* _Task objective_: Every record needs to be repeated exactly; its pictures do not.
Records for the exercise section start
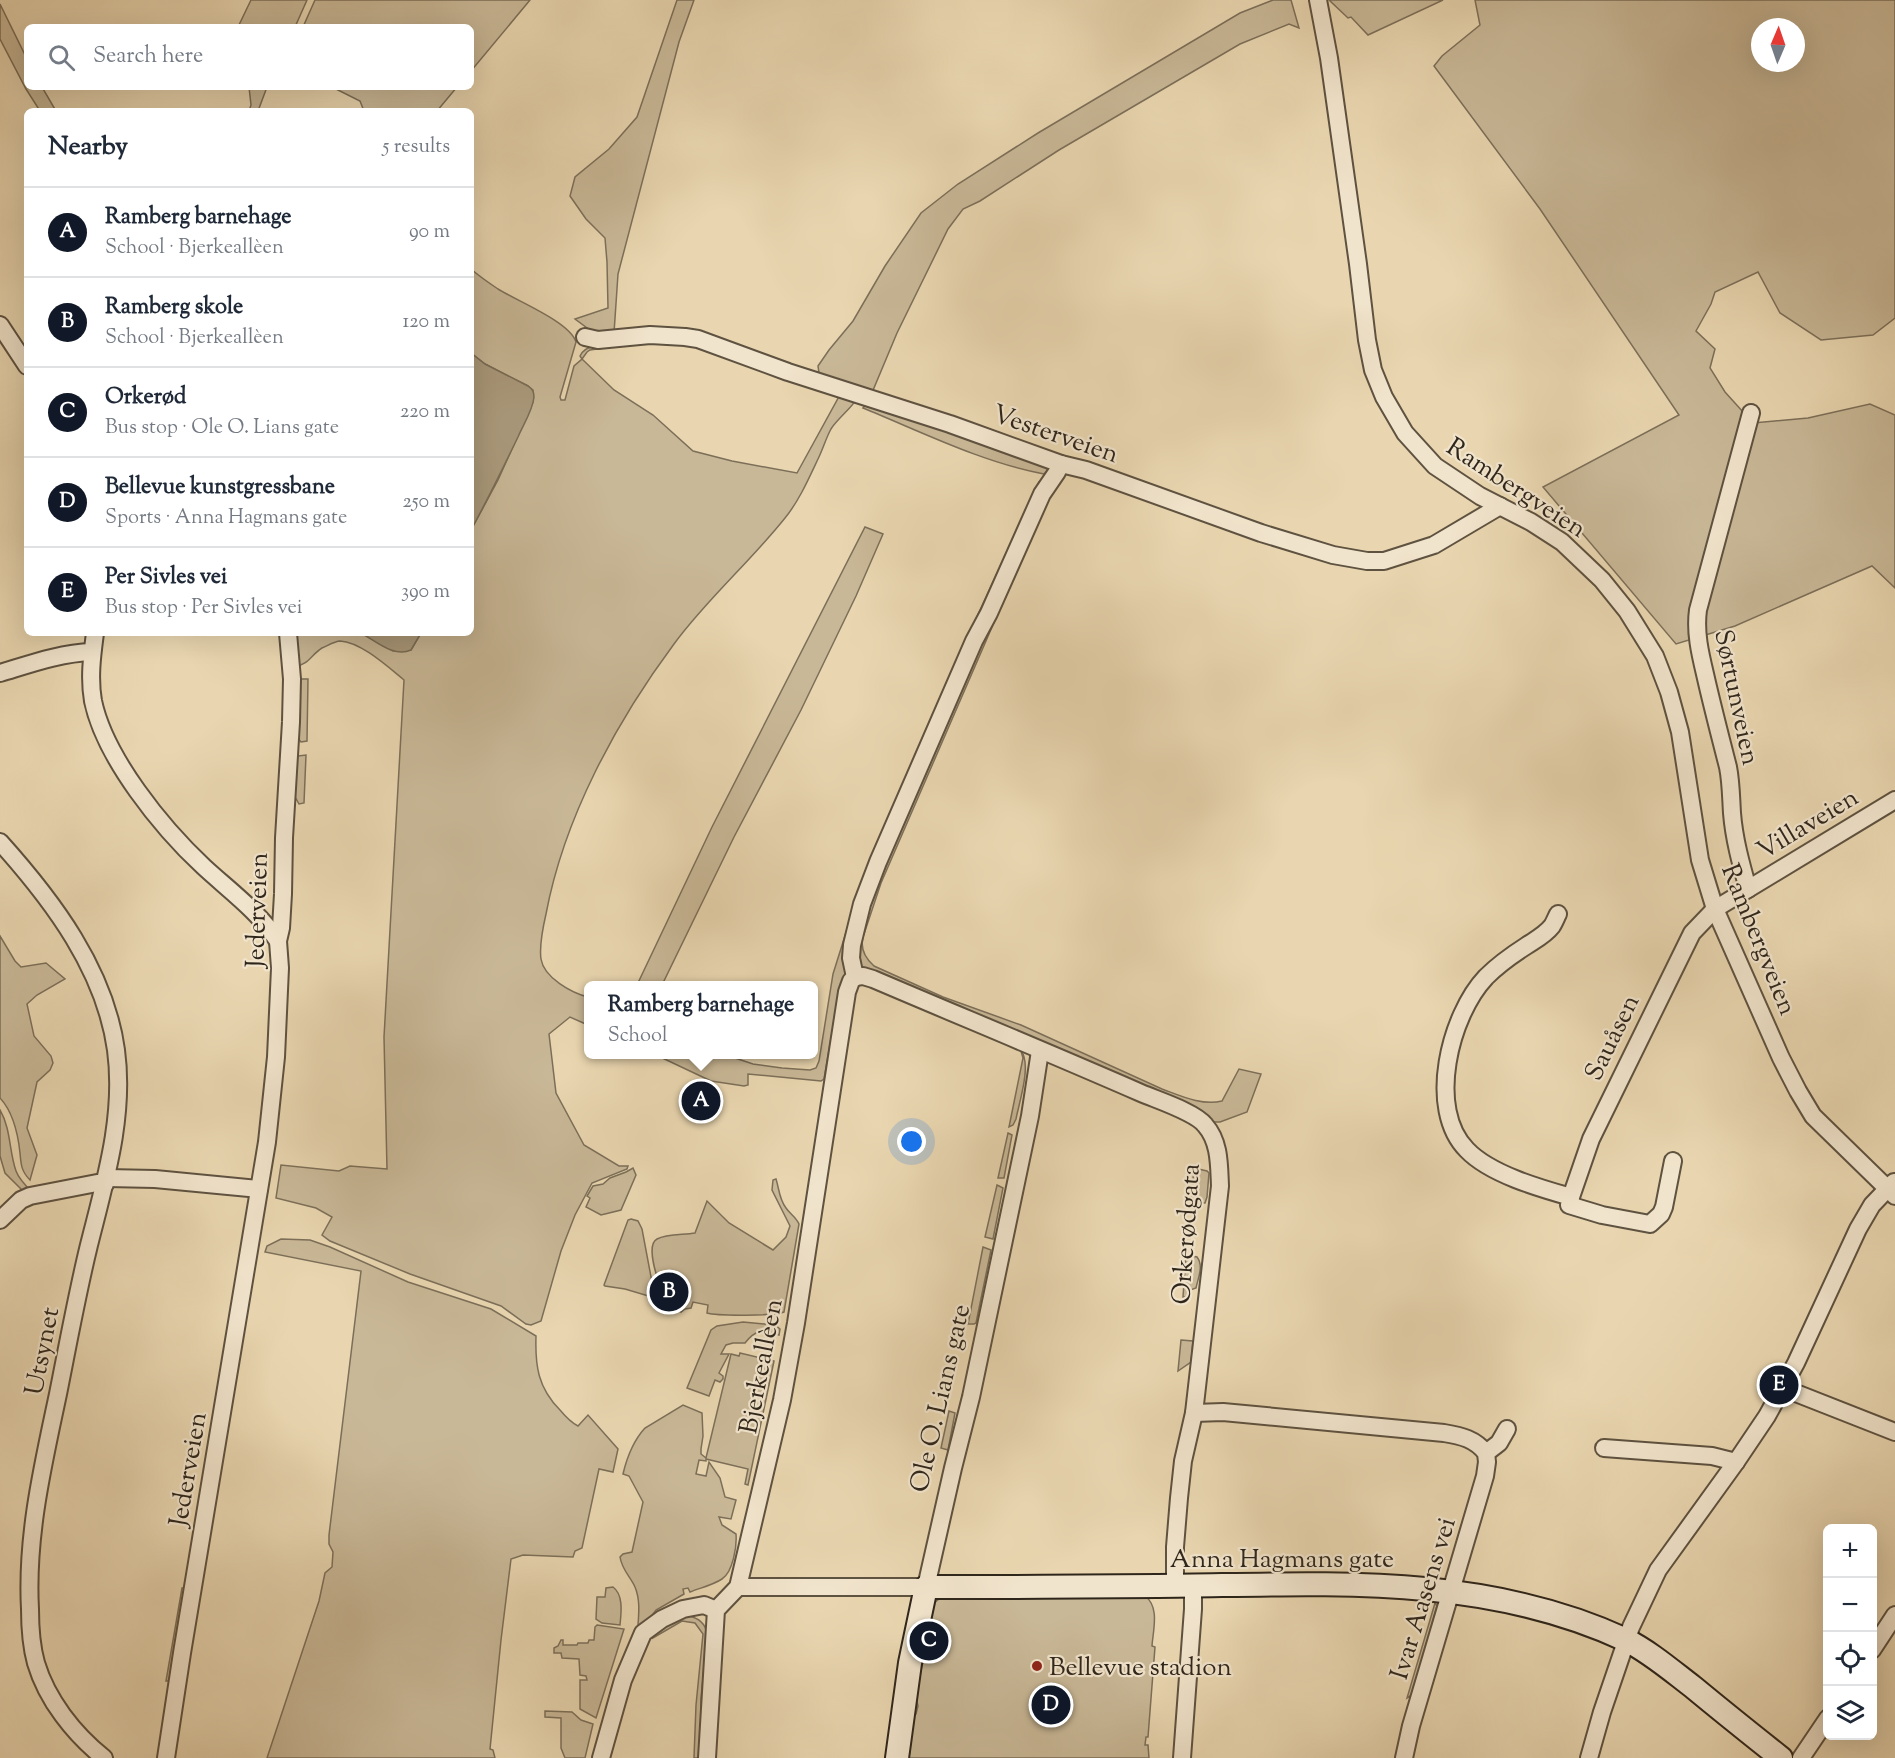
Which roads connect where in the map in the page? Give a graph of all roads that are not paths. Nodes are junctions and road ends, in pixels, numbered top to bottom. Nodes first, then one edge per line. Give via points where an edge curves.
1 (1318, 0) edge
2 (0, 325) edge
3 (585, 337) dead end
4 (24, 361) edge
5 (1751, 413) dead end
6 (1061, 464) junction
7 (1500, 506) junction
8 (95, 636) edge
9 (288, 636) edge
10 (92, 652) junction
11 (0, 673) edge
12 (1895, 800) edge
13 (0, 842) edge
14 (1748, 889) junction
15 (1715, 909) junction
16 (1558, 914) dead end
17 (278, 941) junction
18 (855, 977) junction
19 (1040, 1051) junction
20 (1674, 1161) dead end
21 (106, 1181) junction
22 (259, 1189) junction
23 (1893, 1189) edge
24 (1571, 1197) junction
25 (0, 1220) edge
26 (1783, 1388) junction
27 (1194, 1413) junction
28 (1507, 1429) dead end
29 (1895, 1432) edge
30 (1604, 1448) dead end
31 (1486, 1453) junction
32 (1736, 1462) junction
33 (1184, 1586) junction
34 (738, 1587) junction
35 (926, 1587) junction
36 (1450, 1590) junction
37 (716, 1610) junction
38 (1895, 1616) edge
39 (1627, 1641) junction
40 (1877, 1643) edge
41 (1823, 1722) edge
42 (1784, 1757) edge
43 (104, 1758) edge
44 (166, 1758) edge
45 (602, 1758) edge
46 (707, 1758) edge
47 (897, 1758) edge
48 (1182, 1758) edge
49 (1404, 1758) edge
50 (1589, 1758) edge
Records for the exercise section end
* _Answer area_:
Which roads connect where in the map in the page? Give a graph of all roads that are not paths. Nodes are junctions and road ends, in pixels, numbered top to bottom. Nodes first, then one edge per line. Give via points where an edge curves.
1 (1318, 0) edge
2 (0, 325) edge
3 (585, 337) dead end
4 (24, 361) edge
5 (1751, 413) dead end
6 (1061, 464) junction
7 (1500, 506) junction
8 (95, 636) edge
9 (288, 636) edge
10 (92, 652) junction
11 (0, 673) edge
12 (1895, 800) edge
13 (0, 842) edge
14 (1748, 889) junction
15 (1715, 909) junction
16 (1558, 914) dead end
17 (278, 941) junction
18 (855, 977) junction
19 (1040, 1051) junction
20 (1674, 1161) dead end
21 (106, 1181) junction
22 (259, 1189) junction
23 (1893, 1189) edge
24 (1571, 1197) junction
25 (0, 1220) edge
26 (1783, 1388) junction
27 (1194, 1413) junction
28 (1507, 1429) dead end
29 (1895, 1432) edge
30 (1604, 1448) dead end
31 (1486, 1453) junction
32 (1736, 1462) junction
33 (1184, 1586) junction
34 (738, 1587) junction
35 (926, 1587) junction
36 (1450, 1590) junction
37 (716, 1610) junction
38 (1895, 1616) edge
39 (1627, 1641) junction
40 (1877, 1643) edge
41 (1823, 1722) edge
42 (1784, 1757) edge
43 (104, 1758) edge
44 (166, 1758) edge
45 (602, 1758) edge
46 (707, 1758) edge
47 (897, 1758) edge
48 (1182, 1758) edge
49 (1404, 1758) edge
50 (1589, 1758) edge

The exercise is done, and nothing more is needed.